Influence of photochemical aging on light absorption of atmospheric black carbon and aerosol single scattering albedo

Coating enhancement of black carbon (BC) light absorption (E abs ) is a large uncertainty in modelling direct radiative forcing (DRF) by BC. Reported E abs values after atmospheric aging vary widely and the mechanisms responsible for enhancing BC absorption remain elusive. Here, we report on the direct field measurement of size-resolved mixing state, E abs and aerosol single scattering albedo (SSA) at λ = 532 nm at a rural site in East China from June to July 2016. Strong diurnal variability of E abs , SSA, and O x (O x  = NO 2  + O 3 , a proxy for atmospheric photochemical aging) was observed. A three-stage absorption enhancement process for collapsed semispherical to fully compact spherical morphology BC with photochemical aging was suggested. For O x below 35 ppbv, E abs increased slowly with O x mixing ratio and ranged from 2.0 to 2.2 (with a growth rate of ~ 0.03 ppbv −1 ). Eabs was stable (E abs  = 2.26 ± 0.06) between 35 to 50 ppbv O x . Thirdly, for O x levels above 50 ppbv, Eabs grew rapidly from 2.3 to 2.8 (at a growth rate of ~ 0.18 ppbv −1 ).
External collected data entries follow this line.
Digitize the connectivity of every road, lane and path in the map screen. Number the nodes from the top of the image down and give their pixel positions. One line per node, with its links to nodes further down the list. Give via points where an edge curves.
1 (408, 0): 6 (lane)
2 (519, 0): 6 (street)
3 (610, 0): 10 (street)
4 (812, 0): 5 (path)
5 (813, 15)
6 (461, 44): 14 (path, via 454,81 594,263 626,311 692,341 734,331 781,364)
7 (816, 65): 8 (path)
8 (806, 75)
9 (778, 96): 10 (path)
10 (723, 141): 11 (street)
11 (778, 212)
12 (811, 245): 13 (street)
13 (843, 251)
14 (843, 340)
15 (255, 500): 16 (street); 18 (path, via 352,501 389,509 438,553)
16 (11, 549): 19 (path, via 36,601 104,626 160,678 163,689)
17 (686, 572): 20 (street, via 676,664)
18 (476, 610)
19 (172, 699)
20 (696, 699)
A method that combined E abs and SSA was developed to retrieve the fraction contribution of BC absorption ( f BC ), lensing driven enhancement ( f Lens ), as well as the fractional contribution of coating absorption (fraction absorption contribution ( f Shell ), the coated shell diameter (D Shell ) and the imaginary part of the complex refractive index (CRI) of the shell ( k Shell )). Parameterization of Eabs and SSA captures much of the influence of BC coating and the particle absorption, and provides a plausible new method to better constrain the contribution of BC to the DRF. In our measurements at this site, the absorption amplification depended mainly on the coating thickness and the absorption of coating materials. The lensing driven enhancement was reduced by light absorption of the shell. Our observations highlight the crucial role of photochemical processes in modifying the absorption of BC-containing particles. One implication of these findings is that the contribution of light-absorbing organic compounds (Brown carbon, BrC) at longer aging time should be included in climate models.